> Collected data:
================================
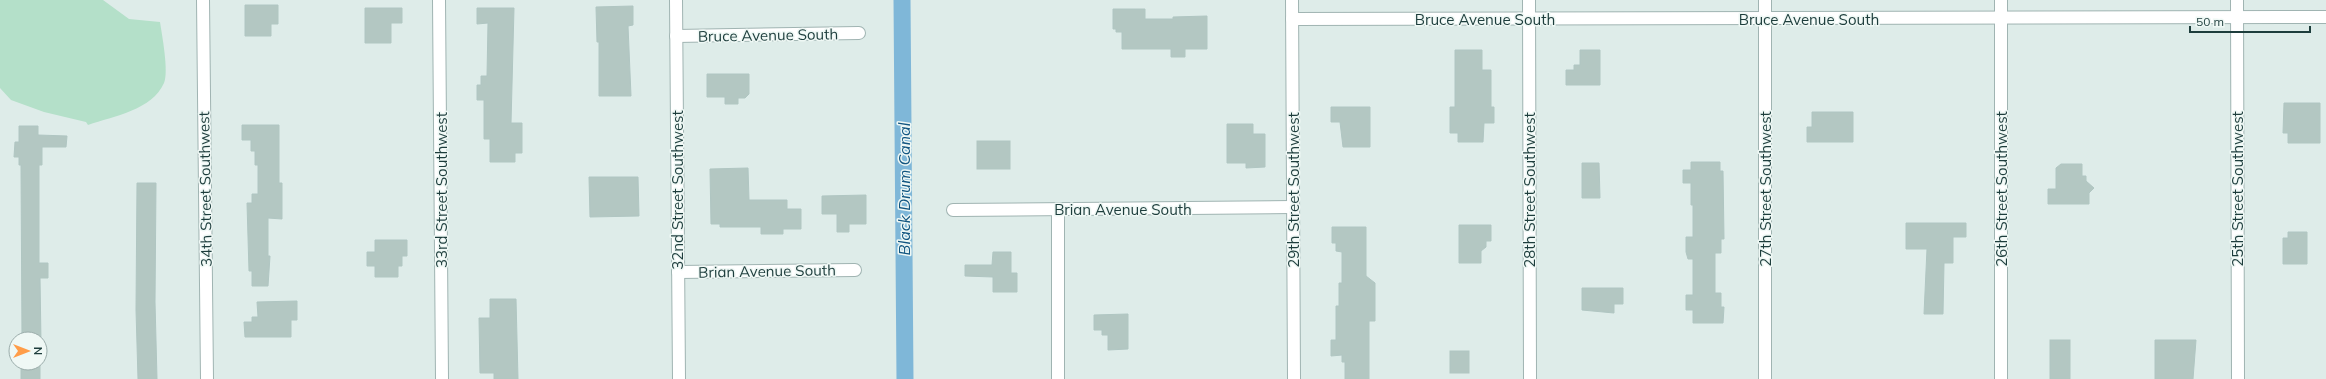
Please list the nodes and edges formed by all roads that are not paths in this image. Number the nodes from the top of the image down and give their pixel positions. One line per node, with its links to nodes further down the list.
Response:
1 (203, 0): 22 (street, 34th Street Southwest)
2 (439, 0): 23 (street, 33rd Street Southwest)
3 (676, 0): 16 (street, 32nd Street Southwest)
4 (1292, 0): 13 (street, 29th Street Southwest)
5 (1530, 0): 14 (street, 28th Street Southwest)
6 (1765, 0): 11 (street, 27th Street Southwest)
7 (2001, 0): 12 (street, 26th Street Southwest)
8 (2237, 0): 9 (street, 25th Street Southwest)
9 (2237, 17): 10 (street, Bruce Avenue South); 12 (street, Bruce Avenue South); 30 (street, 25th Street Southwest)
10 (2326, 17)
11 (1765, 18): 12 (street, Bruce Avenue South); 14 (street, Bruce Avenue South); 28 (street, 27th Street Southwest)
12 (2001, 18): 29 (street, 26th Street Southwest)
13 (1292, 19): 14 (street, Bruce Avenue South); 17 (street, 29th Street Southwest)
14 (1530, 19): 27 (street, 28th Street Southwest)
15 (859, 33): 16 (street, Bruce Avenue South)
16 (676, 36): 21 (street, 32nd Street Southwest)
17 (1292, 207): 18 (street, Brian Avenue South); 26 (street, 29th Street Southwest)
18 (1058, 209): 19 (street, Brian Avenue South); 25 (street)
19 (953, 210)
20 (856, 270): 21 (street, Brian Avenue South)
21 (678, 272): 24 (street, 32nd Street Southwest)
22 (207, 379)
23 (442, 379)
24 (679, 379)
25 (1058, 379)
26 (1294, 379)
27 (1530, 379)
28 (1765, 379)
29 (2002, 379)
30 (2238, 379)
================================
> What to produce: Lines that contain "Bruce" should be pulled from the entries above and reported.

> Output of the task:
9 (2237, 17): 10 (street, Bruce Avenue South); 12 (street, Bruce Avenue South); 30 (street, 25th Street Southwest)
11 (1765, 18): 12 (street, Bruce Avenue South); 14 (street, Bruce Avenue South); 28 (street, 27th Street Southwest)
13 (1292, 19): 14 (street, Bruce Avenue South); 17 (street, 29th Street Southwest)
15 (859, 33): 16 (street, Bruce Avenue South)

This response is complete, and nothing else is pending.